2015-10-10

Development of the Apache Nutch 1.10 plugin in IntelliJ IDEA using the Maven project

Apache Nutch is quite old project using Apache Ant to build itself. I wanted to develop a plugin for filtering content of parsed pages and because I am IntelliJ IDEA user I wanted to do it in this IDE. This how-to helps you to setup IDEA project so you can develop and debug the Nutch (parse) plugin. I must mention great article by Emir Dizdarevic the Precise data extraction with Apache Nutch which helped me a lot.

Part of the article is a template project: https://github.com/vkuzel/Nutch-Plugin-Development-Template

Overview

When started from IDEA the project is first built by Maven and then deployed to Nutch binary installation. Nutch task (in this case parse) is then started and Nutch itself runs the plugin. IDEA attaches a debugger to Nutch process and you can debug the code.

Maven project

Apache Nutch is present in the Maven repository but unfortunately contains some weird dependencies. To compile plugin you need to add dependency to Nutch org.apache.nutch.nutch version 1.10 and to Hadoop org.apache.hadoop.hadoop-core version 1.2.0 (Hadoop is a core library of Nutch). To compile the project you need to exclude org.apache.cxf dependency from Nutch library because Maven cannot resolve it. Btw. I figured out that different versions of Nutch need to exclude different libraries.
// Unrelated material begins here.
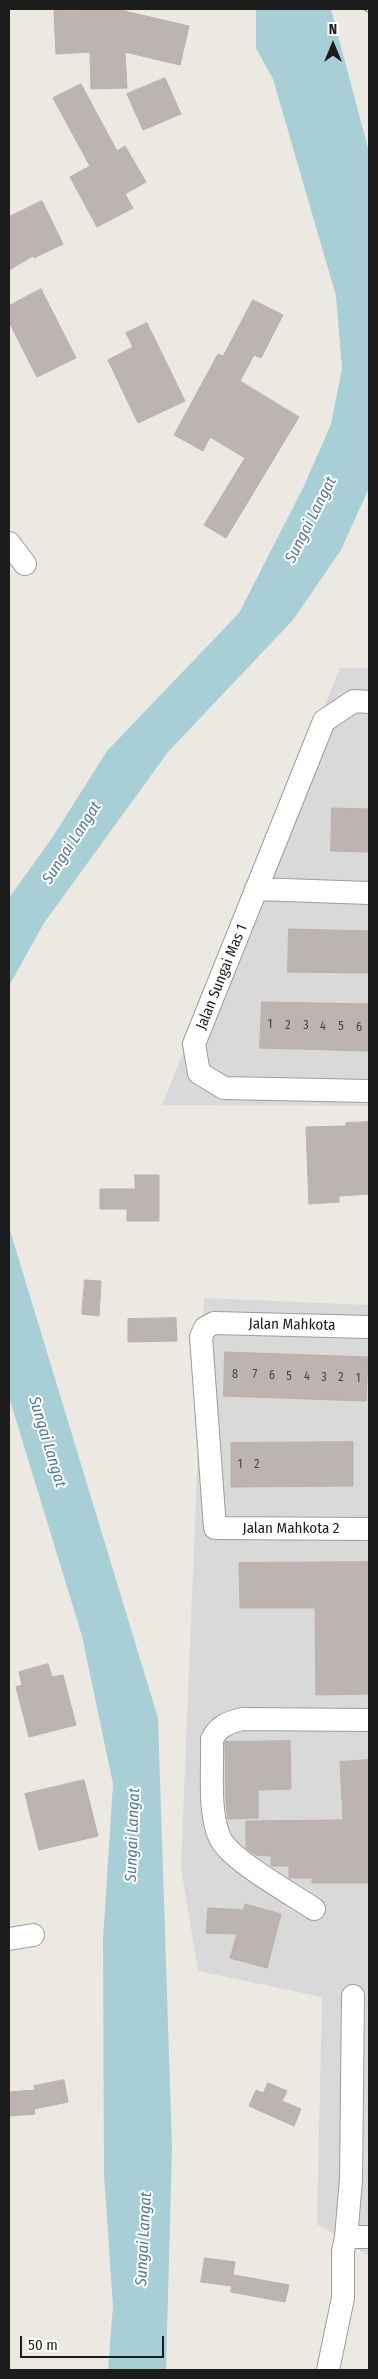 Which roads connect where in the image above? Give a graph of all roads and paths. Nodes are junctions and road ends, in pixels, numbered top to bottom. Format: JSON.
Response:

To allow Nutch to run the plugin it has to be built and deployed to Nutch installation directory during every debug session. This is managed by external shell script deploy_plugin_to_nutch_for_debug.sh which is executed by Maven on a install phase of a build process. For this task I incorporated the exec-maven-plugin plugin into the pom.xml file.

Nutch installation

Since this article covers development of Nutch plugin there's no need to have complete Nutch source codes. To run plugin you need properly configured Nutch binary installation that can be downloaded from it's official site. In the template project there's empty directory nutch-1.10 where Nutch should be copied. Only necessary change to Nutch cofiguration (apart from default installation process) is to add the plugin to the plugin.includes directive so Nutch can recognize it.

There's also archive test_data.zip with the pre-downloaded page that can be used to test the parser plugin. This archive is extracted to the nutch-1.10/test_data directory so the plugin is always working with same data.

Project (debug) configuration

Because project uses an external application (Nutch) an custom application run/debug configuration is needed in IDEA. Add new debug configuration with following parameters:

  • Main class: org.apache.nutch.parse.ParseSegment. Nutch is started directly by calling its class not by usual shell script located in the bin directory of its installation.
  • Program arguments: test_data/crawl/segments/20151010172800. This is path to test data extracted from the test_data.zip archive. Test data contains one html page just to test one pass through the plugin.
  • Working directory: nutch-1.10. Besides of this working directory it is also necessary to add Nutch's conf and lib directories to a classpath. Do it by adding them in the Project Settings -> Modules -> Dependencies menu.
  • Before launch run Maven Goal: clean install. Before every execution module has to be built and deployed to Nutch installation. Because of it it's necessary to execute an install goal of Maven's build process.

Now by running the debug configuration you should be able to debug the plugin.